Anche il calcio senza dittatura
Apr 25, 2024

L’Equipe ha dedicato due bellissime pagine con un bellissimo bianco e nero al cinquantesimo anniversario della sollevazione dei partigiani contro la dittatura di Salazar in Portogallo, raccontato anche da un punto di vista calcistico.

 Il giornalista Régis Dupont è stato a Oporto, Coimbra e Lisbona per un reportage, cominciando la sua visita dal balcone del Museo della Gendarmeria, aperto ai visitatori per una mostra temporanea. “Uno dei rari luoghi della città – scrive L’Equipea non essere affollato dai turisti”.

Anche negli stadi i portoghesi chiedevano più libertà

Qui Marcelo Caetano, successore di Antonio Salazar alla guida della più antica dittatura dell’Europa occidentale, dovette rifugiarsi il 25 aprile 1974, trascinato dalla rivoluzione dei garofani che portava il suo nome: il regime dello Stato Nuovo fondato nel 1933 cadde come un fiore appassito.

Benfica 1973-74. In piedi, da sinistra: Eusébio, Vitor Batista, Jordão, Vitor Martins e Simoes.
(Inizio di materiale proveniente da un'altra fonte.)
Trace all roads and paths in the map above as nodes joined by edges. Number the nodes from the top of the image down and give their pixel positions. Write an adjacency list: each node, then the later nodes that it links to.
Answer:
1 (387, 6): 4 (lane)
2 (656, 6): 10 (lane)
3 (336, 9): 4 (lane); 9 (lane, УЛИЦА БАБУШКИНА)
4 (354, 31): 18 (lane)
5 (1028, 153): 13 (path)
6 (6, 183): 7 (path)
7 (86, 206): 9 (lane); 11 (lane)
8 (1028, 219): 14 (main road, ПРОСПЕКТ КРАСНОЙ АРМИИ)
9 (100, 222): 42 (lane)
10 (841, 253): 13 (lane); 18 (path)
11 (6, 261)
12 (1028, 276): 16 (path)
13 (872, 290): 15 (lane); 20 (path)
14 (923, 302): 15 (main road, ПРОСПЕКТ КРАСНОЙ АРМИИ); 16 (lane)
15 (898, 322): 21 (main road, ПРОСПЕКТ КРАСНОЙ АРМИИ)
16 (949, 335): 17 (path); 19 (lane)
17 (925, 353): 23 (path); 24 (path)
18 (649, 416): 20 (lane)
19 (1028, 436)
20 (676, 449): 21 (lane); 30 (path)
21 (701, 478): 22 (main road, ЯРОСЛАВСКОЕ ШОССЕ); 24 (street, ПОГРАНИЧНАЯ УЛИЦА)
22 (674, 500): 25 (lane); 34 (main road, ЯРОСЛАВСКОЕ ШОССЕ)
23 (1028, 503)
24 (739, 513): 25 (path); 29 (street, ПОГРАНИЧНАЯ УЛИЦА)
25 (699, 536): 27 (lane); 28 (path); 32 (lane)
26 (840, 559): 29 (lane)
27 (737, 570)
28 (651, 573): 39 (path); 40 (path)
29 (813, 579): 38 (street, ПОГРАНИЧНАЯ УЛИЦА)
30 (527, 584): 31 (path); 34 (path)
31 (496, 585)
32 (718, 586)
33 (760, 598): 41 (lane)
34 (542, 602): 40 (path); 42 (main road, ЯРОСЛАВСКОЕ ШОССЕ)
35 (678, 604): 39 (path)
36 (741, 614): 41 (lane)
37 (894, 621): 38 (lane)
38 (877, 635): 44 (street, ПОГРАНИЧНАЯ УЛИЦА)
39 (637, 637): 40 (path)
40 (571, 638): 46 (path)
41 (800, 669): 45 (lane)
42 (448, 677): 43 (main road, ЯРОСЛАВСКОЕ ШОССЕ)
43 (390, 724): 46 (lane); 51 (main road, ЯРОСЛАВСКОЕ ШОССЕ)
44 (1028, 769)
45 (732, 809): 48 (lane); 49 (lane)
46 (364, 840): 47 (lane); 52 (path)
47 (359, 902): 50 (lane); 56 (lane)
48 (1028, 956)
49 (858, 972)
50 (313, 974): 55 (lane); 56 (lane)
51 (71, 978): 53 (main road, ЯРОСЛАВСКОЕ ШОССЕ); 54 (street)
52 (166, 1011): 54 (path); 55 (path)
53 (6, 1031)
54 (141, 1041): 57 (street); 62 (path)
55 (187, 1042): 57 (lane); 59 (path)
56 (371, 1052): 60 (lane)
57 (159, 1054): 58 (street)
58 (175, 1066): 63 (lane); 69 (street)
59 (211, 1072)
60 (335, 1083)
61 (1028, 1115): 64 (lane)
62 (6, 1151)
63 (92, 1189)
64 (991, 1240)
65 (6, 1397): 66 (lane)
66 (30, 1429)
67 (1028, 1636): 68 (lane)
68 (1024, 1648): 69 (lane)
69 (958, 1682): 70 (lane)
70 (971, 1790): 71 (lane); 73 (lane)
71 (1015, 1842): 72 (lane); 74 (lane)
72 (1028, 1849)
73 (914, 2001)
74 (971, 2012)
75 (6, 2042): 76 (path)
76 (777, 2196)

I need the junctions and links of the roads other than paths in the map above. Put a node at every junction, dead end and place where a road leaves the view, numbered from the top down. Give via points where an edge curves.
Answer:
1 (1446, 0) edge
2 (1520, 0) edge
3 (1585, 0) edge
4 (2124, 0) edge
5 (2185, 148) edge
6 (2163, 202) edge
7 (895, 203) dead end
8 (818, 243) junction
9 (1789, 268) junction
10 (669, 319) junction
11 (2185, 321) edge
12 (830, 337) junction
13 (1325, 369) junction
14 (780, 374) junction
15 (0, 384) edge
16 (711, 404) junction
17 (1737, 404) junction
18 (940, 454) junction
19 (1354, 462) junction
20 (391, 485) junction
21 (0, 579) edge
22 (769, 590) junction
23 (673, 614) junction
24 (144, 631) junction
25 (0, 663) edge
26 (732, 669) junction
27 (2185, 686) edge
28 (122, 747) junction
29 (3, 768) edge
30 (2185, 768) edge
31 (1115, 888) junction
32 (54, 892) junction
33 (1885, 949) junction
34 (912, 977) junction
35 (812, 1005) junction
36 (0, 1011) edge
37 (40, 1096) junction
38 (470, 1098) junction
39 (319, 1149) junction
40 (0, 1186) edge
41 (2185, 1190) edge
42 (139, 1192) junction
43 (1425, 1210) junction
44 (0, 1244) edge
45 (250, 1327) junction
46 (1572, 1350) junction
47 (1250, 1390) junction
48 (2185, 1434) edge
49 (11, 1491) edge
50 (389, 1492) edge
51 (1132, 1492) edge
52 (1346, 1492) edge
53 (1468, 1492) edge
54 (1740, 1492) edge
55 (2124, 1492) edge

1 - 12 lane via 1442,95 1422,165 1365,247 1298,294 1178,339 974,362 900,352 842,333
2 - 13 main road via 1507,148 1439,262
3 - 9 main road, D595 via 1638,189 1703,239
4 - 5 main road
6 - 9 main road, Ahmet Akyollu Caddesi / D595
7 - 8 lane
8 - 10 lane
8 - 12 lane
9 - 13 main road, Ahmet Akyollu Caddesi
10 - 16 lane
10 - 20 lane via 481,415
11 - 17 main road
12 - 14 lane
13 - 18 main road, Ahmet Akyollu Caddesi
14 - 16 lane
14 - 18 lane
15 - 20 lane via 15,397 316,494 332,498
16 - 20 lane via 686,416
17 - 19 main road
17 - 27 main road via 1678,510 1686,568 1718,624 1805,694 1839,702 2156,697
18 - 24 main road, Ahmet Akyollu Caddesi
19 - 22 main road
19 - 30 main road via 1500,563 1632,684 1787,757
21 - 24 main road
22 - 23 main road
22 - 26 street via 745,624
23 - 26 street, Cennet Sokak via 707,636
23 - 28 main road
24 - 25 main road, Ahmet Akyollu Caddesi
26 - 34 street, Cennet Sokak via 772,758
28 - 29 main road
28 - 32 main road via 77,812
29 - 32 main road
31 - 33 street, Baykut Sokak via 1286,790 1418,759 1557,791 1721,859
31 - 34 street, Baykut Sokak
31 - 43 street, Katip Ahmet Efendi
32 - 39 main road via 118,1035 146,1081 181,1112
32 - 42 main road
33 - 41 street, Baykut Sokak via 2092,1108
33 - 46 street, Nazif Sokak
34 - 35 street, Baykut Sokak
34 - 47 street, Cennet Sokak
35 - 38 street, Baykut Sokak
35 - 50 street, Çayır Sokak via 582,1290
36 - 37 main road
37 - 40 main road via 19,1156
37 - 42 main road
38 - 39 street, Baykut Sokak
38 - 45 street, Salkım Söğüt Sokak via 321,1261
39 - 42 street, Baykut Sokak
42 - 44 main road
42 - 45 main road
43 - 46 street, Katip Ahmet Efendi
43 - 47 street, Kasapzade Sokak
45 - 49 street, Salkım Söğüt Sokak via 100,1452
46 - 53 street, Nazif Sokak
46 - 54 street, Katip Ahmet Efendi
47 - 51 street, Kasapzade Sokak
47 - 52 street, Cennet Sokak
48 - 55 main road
In basso, sempre da sinistra: Rui Rodrigues, Artur, Humberto Coelho, Toni, Adolfo e Bento

Ci furono cinque morti in tutto, in serata e a poche centinaia di metri di distanza: quattro vittime di proiettili sparati da scagnozzi della polizia politica, più uno di loro. La sera della giornata di liberazione era iniziata con la trasmissione alla radio Renascença della canzone Grandola, bandita dal potere.

António José Conceição Oliveira, noto come Toni

Anche il calcio entrava in un mondo nuovo. Ne è testimone l’ex centrocampista della nazionale Toni. Ricorda: “Abitavo a 60 metri dallo stadio Da Luz. Il tempo era nuvoloso, ci eravamo allenati la mattina e chiamai un amico ristoratore con il quale avremmo cenato quella sera, io e Humberto Coelho, compagno di squadra al Benfica. Aprì il locale solo per noi due. Le autorità chiedevano alla popolazione di restare a casa, ma non c’era un clima di guerra. I veicoli blindati in strada erano pochi, potevamo spostarci. Il giorno dopo andammo all’allenamento come previsto. Ma per una volta, nello spogliatoio, non parlavamo della prossima partita, perché sapevamo che le nostre vite sarebbero cambiate per sempre, saremmo usciti da una notte lunga più di quarant’anni”.